Fellows & Partners: Getting Started

Fellow will have completed at least two years of doctoral studies. The exact nature of their methodological training will depend on their particular area of focus, but all will come with valuable skills and orientations that will support their work with partner organizations. At the same time, it is our hope that fellows will learn under the tutelage of their host organization. We consider the fellowship an experiential learning opportunity that will allow fellows to integrate academic learning with practical experience, develop specific professional skills, and even explore a career of interest.

For partner organizations to keep in mind

  • The fellow can intern at your organization up to 20 hours a week during the academic year.
  • All activities associated with your site (i.e. work retreats, staff meetings, etc.) count toward the 20 hours of the fellowship.
  • Your fellow is also a graduate student working toward completing their degree. They will have classes, conference travel, research group meetings, etc. that demand time and attention.

Questions for the partner organization

  • Will the fellow be expected to have their own computer or use one at the partnership site?
  • Will the fellow be expected to have particular software on their computer? If so, will the partner provide them?
  • If the fellow will be required to work with sensitive data, does the partner have a plan for maintaining data security?
  • Will the fellow have access to a printer?
  • Will the fellow have a physical space at your site?
  • Who will supervise the fellow, including onboarding, assignment and management of tasks, feedback for improvement, etc? How often will that person meet with the fellow?
  • How do you want the fellow to account for their time (i.e. Will there be a timesheet? How should the fellow document their time when they are not at your site?)
  • What other types of supports will the fellow need to be successful?

Questions for the fellow

  • Do you understand your assignments including processes and expectations?
  • Do you know who you should talk to if you have questions, concerns, etc? Do you have regular meetings with that person?
  • Do you have a clear understanding of your schedule and time commitments?
  • Are you in regular and ongoing contact with your faculty adviser regarding the nature of your work and your learning?
  • Do you understand the confidentiality requirements at your site?
  1. All clients served at your site have the right to privacy and to confidentiality of all records, verbal and written information, or information from a third party. While you may need to know certain private information for the purpose of your own academic learning or in order to complete an assigned task, this information is not to be shared with others outside your fellowship site except as required by law.
  2. E-mail, Twitter and Facebook are considered public media. Treat anything you write on email and social media as though it were publicly available.
  3. Information shared with peers, employees and supervisors through papers and classroom documents or discussions should avoid personal identifiers that might enable someone to con- nect the information with a specific client.
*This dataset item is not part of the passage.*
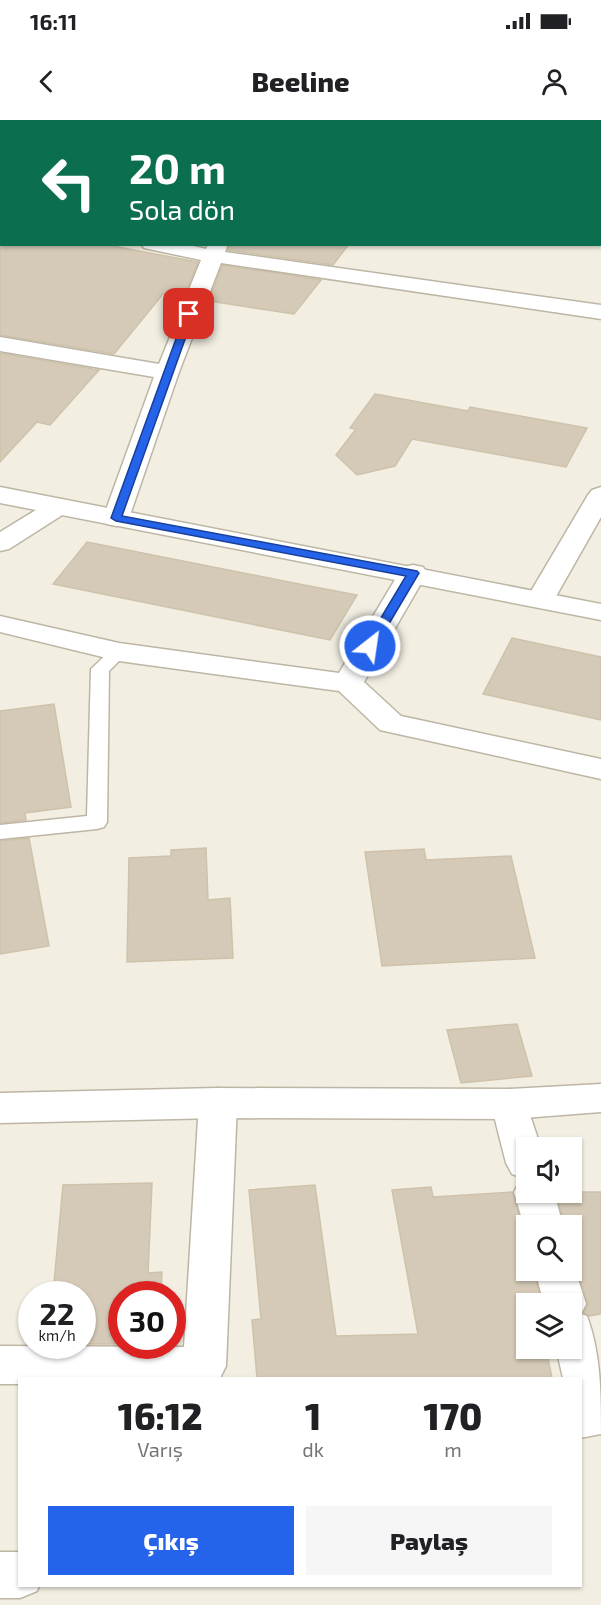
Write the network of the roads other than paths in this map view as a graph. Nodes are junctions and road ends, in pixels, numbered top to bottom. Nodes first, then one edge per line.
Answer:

Questions for the faculty adviser

  • Are you meeting with your student regularly, to ensure their success and scaffold their learning?
  • Are you aware of the tasks in which the student is engaged at the partnership site?
  • How might you be able to help the student tie their dissertation to the work done at the partnership site?
  • Are you ensuring your student is making progress toward a doctoral degree at the same time as supporting partnership site work?